Collected data
-----
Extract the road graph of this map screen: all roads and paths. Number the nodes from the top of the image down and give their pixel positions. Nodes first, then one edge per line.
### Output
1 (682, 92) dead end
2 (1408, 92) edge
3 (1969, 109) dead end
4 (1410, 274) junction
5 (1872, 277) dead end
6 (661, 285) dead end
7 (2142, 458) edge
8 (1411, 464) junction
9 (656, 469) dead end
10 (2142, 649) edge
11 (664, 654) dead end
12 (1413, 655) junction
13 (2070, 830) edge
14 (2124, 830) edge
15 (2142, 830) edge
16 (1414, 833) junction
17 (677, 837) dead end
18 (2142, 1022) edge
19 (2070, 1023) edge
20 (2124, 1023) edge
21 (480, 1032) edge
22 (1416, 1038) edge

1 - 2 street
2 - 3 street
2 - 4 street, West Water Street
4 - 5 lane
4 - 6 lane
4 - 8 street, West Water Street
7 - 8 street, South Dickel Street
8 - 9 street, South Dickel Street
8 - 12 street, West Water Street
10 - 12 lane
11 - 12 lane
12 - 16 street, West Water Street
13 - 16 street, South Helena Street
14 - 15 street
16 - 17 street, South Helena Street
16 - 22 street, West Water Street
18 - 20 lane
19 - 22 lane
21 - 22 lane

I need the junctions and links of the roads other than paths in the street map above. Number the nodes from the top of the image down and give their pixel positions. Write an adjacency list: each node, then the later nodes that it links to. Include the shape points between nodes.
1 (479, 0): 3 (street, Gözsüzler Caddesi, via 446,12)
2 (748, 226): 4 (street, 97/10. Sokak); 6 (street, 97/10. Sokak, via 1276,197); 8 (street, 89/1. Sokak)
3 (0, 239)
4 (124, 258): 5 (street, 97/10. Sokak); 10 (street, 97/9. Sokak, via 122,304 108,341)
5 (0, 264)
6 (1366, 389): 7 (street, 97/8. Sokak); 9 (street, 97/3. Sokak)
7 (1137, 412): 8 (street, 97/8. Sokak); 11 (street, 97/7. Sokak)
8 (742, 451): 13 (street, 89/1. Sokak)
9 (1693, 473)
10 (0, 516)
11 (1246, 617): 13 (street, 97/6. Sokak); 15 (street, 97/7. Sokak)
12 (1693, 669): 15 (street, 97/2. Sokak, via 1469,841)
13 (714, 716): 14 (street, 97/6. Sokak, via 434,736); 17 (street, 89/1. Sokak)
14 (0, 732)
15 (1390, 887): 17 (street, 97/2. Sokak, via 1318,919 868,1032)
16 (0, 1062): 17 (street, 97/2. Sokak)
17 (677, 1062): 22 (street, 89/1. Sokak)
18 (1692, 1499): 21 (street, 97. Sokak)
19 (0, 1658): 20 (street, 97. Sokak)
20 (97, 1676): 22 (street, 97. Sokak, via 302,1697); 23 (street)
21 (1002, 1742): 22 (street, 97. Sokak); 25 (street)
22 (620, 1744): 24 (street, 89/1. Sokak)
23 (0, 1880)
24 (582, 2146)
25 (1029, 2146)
-----
#### Task goal
Retype all the records, matching them exactly.

#### Expected answer
Extract the road graph of this map screen: all roads and paths. Number the nodes from the top of the image down and give their pixel positions. Nodes first, then one edge per line.
### Output
1 (682, 92) dead end
2 (1408, 92) edge
3 (1969, 109) dead end
4 (1410, 274) junction
5 (1872, 277) dead end
6 (661, 285) dead end
7 (2142, 458) edge
8 (1411, 464) junction
9 (656, 469) dead end
10 (2142, 649) edge
11 (664, 654) dead end
12 (1413, 655) junction
13 (2070, 830) edge
14 (2124, 830) edge
15 (2142, 830) edge
16 (1414, 833) junction
17 (677, 837) dead end
18 (2142, 1022) edge
19 (2070, 1023) edge
20 (2124, 1023) edge
21 (480, 1032) edge
22 (1416, 1038) edge

1 - 2 street
2 - 3 street
2 - 4 street, West Water Street
4 - 5 lane
4 - 6 lane
4 - 8 street, West Water Street
7 - 8 street, South Dickel Street
8 - 9 street, South Dickel Street
8 - 12 street, West Water Street
10 - 12 lane
11 - 12 lane
12 - 16 street, West Water Street
13 - 16 street, South Helena Street
14 - 15 street
16 - 17 street, South Helena Street
16 - 22 street, West Water Street
18 - 20 lane
19 - 22 lane
21 - 22 lane

I need the junctions and links of the roads other than paths in the street map above. Number the nodes from the top of the image down and give their pixel positions. Write an adjacency list: each node, then the later nodes that it links to. Include the shape points between nodes.
1 (479, 0): 3 (street, Gözsüzler Caddesi, via 446,12)
2 (748, 226): 4 (street, 97/10. Sokak); 6 (street, 97/10. Sokak, via 1276,197); 8 (street, 89/1. Sokak)
3 (0, 239)
4 (124, 258): 5 (street, 97/10. Sokak); 10 (street, 97/9. Sokak, via 122,304 108,341)
5 (0, 264)
6 (1366, 389): 7 (street, 97/8. Sokak); 9 (street, 97/3. Sokak)
7 (1137, 412): 8 (street, 97/8. Sokak); 11 (street, 97/7. Sokak)
8 (742, 451): 13 (street, 89/1. Sokak)
9 (1693, 473)
10 (0, 516)
11 (1246, 617): 13 (street, 97/6. Sokak); 15 (street, 97/7. Sokak)
12 (1693, 669): 15 (street, 97/2. Sokak, via 1469,841)
13 (714, 716): 14 (street, 97/6. Sokak, via 434,736); 17 (street, 89/1. Sokak)
14 (0, 732)
15 (1390, 887): 17 (street, 97/2. Sokak, via 1318,919 868,1032)
16 (0, 1062): 17 (street, 97/2. Sokak)
17 (677, 1062): 22 (street, 89/1. Sokak)
18 (1692, 1499): 21 (street, 97. Sokak)
19 (0, 1658): 20 (street, 97. Sokak)
20 (97, 1676): 22 (street, 97. Sokak, via 302,1697); 23 (street)
21 (1002, 1742): 22 (street, 97. Sokak); 25 (street)
22 (620, 1744): 24 (street, 89/1. Sokak)
23 (0, 1880)
24 (582, 2146)
25 (1029, 2146)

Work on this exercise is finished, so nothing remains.